YOUR INSTRUCTIONS: In the material below, some lines carry "Anzorena". Copy each such line.

RECORDS SUPPLIED:
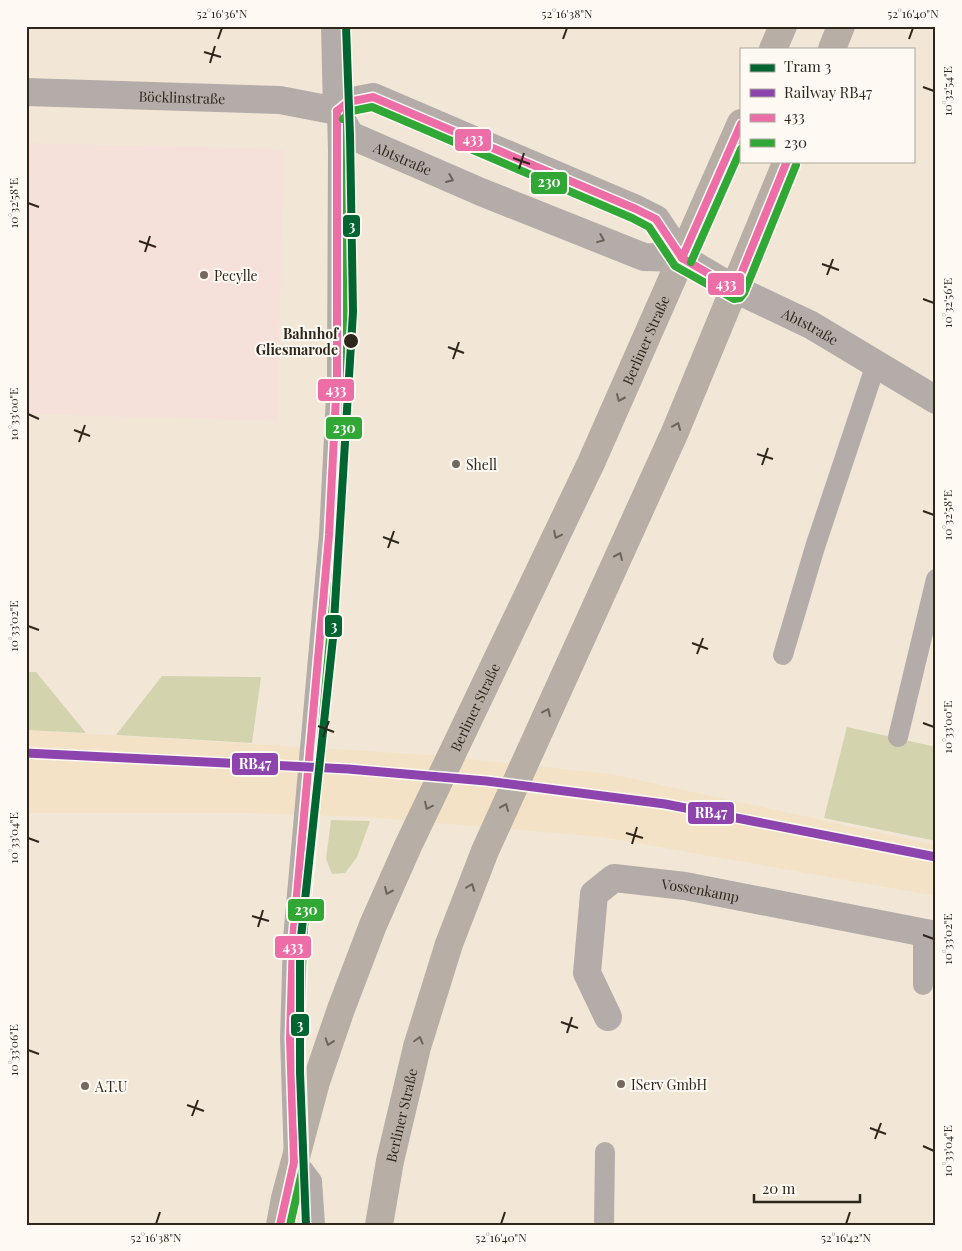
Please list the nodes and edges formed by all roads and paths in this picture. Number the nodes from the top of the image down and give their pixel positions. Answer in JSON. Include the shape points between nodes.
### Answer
{"nodes":[{"id":1,"x":335,"y":26,"type":"edge"},
{"id":2,"x":782,"y":26,"type":"edge"},
{"id":3,"x":841,"y":26,"type":"edge"},
{"id":4,"x":773,"y":48,"type":"edge"},
{"id":5,"x":832,"y":48,"type":"edge"},
{"id":6,"x":26,"y":92,"type":"edge"},
{"id":7,"x":337,"y":111,"type":"junction"},
{"id":8,"x":740,"y":125,"type":"edge"},
{"id":9,"x":787,"y":162,"type":"edge"},
{"id":10,"x":682,"y":258,"type":"junction"},
{"id":11,"x":735,"y":289,"type":"junction"},
{"id":12,"x":876,"y":364,"type":"junction"},
{"id":13,"x":936,"y":400,"type":"edge"},
{"id":14,"x":936,"y":579,"type":"edge"},
{"id":15,"x":782,"y":655,"type":"dead end"},
{"id":16,"x":898,"y":738,"type":"dead end"},
{"id":17,"x":929,"y":934,"type":"edge"},
{"id":18,"x":924,"y":985,"type":"dead end"},
{"id":19,"x":608,"y":1017,"type":"dead end"},
{"id":20,"x":605,"y":1152,"type":"dead end"},
{"id":21,"x":294,"y":1162,"type":"junction"},
{"id":22,"x":280,"y":1225,"type":"edge"},
{"id":23,"x":315,"y":1225,"type":"edge"},
{"id":24,"x":379,"y":1225,"type":"edge"},
{"id":25,"x":604,"y":1225,"type":"edge"}],
"edges":[{"from":1,"to":7,"type":"street"},
{"from":2,"to":4,"type":"main road"},
{"from":3,"to":5,"type":"main road"},
{"from":6,"to":7,"type":"street","name":"Böcklinstraße","via":[[280,100]]},
{"from":7,"to":10,"type":"street","name":"Abtstraße","one_way":true,"via":[[350,135],[373,146],[644,257]]},
{"from":7,"to":10,"type":"street","name":"Abtstraße","via":[[348,102],[373,97],[656,219]]},
{"from":7,"to":21,"type":"lane","via":[[336,404],[328,544],[293,939],[290,1038]]},
{"from":8,"to":10,"type":"main road","name":"Berliner Straße"},
{"from":9,"to":11,"type":"main road","name":"Berliner Straße"},
{"from":10,"to":11,"type":"street","name":"Abtstraße"},
{"from":10,"to":21,"type":"main road","name":"Berliner Straße","one_way":true,"via":[[592,463],[373,925],[319,1073]]},
{"from":11,"to":12,"type":"street","name":"Abtstraße","via":[[810,325]]},
{"from":24,"to":11,"type":"main road","name":"Berliner Straße","one_way":true,"via":[[390,1161],[415,1056],[449,944],[485,851],[675,432]]},
{"from":12,"to":13,"type":"street","name":"Abtstraße"},
{"from":12,"to":15,"type":"lane"},
{"from":14,"to":16,"type":"lane"},
{"from":17,"to":18,"type":"lane"},
{"from":17,"to":19,"type":"street","name":"Vossenkamp","via":[[685,886],[614,878],[594,894],[588,973]]},
{"from":20,"to":25,"type":"lane"},
{"from":21,"to":22,"type":"main road","name":"Berliner Straße"},
{"from":21,"to":23,"type":"lane","via":[[312,1181]]}]}
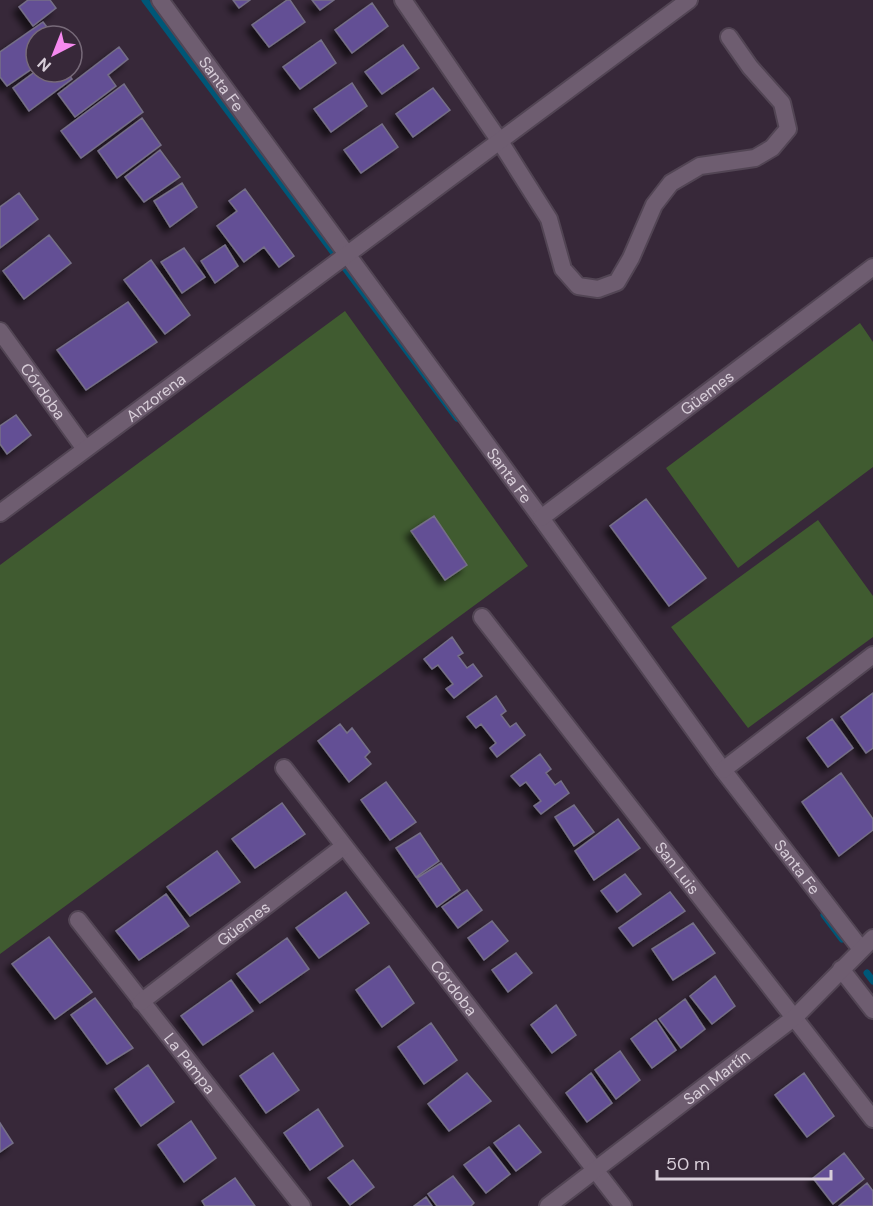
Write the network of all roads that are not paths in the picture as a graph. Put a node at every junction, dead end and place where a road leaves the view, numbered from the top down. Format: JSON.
{"nodes":[{"id":1,"x":160,"y":0,"type":"edge"},
{"id":2,"x":403,"y":0,"type":"edge"},
{"id":3,"x":689,"y":0,"type":"edge"},
{"id":4,"x":729,"y":38,"type":"dead end"},
{"id":5,"x":500,"y":140,"type":"junction"},
{"id":6,"x":345,"y":255,"type":"junction"},
{"id":7,"x":873,"y":267,"type":"edge"},
{"id":8,"x":0,"y":331,"type":"edge"},
{"id":9,"x":86,"y":449,"type":"junction"},
{"id":10,"x":0,"y":513,"type":"edge"},
{"id":11,"x":541,"y":518,"type":"junction"},
{"id":12,"x":482,"y":617,"type":"dead end"},
{"id":13,"x":873,"y":656,"type":"edge"},
{"id":14,"x":284,"y":768,"type":"dead end"},
{"id":15,"x":723,"y":771,"type":"junction"},
{"id":16,"x":344,"y":846,"type":"junction"},
{"id":17,"x":78,"y":920,"type":"dead end"},
{"id":18,"x":867,"y":944,"type":"edge"},
{"id":19,"x":842,"y":969,"type":"junction"},
{"id":20,"x":141,"y":1002,"type":"junction"},
{"id":21,"x":873,"y":1010,"type":"edge"},
{"id":22,"x":795,"y":1017,"type":"junction"},
{"id":23,"x":873,"y":1119,"type":"edge"},
{"id":24,"x":595,"y":1170,"type":"junction"},
{"id":25,"x":302,"y":1206,"type":"edge"},
{"id":26,"x":548,"y":1206,"type":"edge"},
{"id":27,"x":623,"y":1206,"type":"edge"}],
"edges":[{"from":1,"to":6,"type":"street","name":"Santa Fe"},
{"from":2,"to":5,"type":"street"},
{"from":3,"to":5,"type":"street","name":"Anzorena"},
{"from":4,"to":5,"type":"street"},
{"from":5,"to":6,"type":"street","name":"Anzorena"},
{"from":6,"to":9,"type":"street","name":"Anzorena"},
{"from":6,"to":11,"type":"street","name":"Santa Fe"},
{"from":7,"to":11,"type":"street","name":"Güemes"},
{"from":8,"to":9,"type":"street","name":"Córdoba"},
{"from":9,"to":10,"type":"street","name":"Anzorena"},
{"from":11,"to":15,"type":"street","name":"Santa Fe"},
{"from":12,"to":22,"type":"street","name":"San Luis"},
{"from":13,"to":15,"type":"street"},
{"from":14,"to":16,"type":"street","name":"Córdoba"},
{"from":15,"to":18,"type":"street","name":"Santa Fe"},
{"from":16,"to":20,"type":"street","name":"Güemes"},
{"from":16,"to":24,"type":"street","name":"Córdoba"},
{"from":17,"to":20,"type":"street","name":"La Pampa"},
{"from":18,"to":19,"type":"street","name":"San Martín"},
{"from":19,"to":21,"type":"street"},
{"from":19,"to":22,"type":"street","name":"San Martín"},
{"from":20,"to":25,"type":"street","name":"La Pampa"},
{"from":22,"to":23,"type":"street","name":"San Luis"},
{"from":22,"to":24,"type":"street","name":"San Martín"},
{"from":24,"to":26,"type":"street","name":"San Martín"},
{"from":24,"to":27,"type":"street","name":"Córdoba"}]}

OUTPUT:
{"from":3,"to":5,"type":"street","name":"Anzorena"},
{"from":5,"to":6,"type":"street","name":"Anzorena"},
{"from":6,"to":9,"type":"street","name":"Anzorena"},
{"from":9,"to":10,"type":"street","name":"Anzorena"},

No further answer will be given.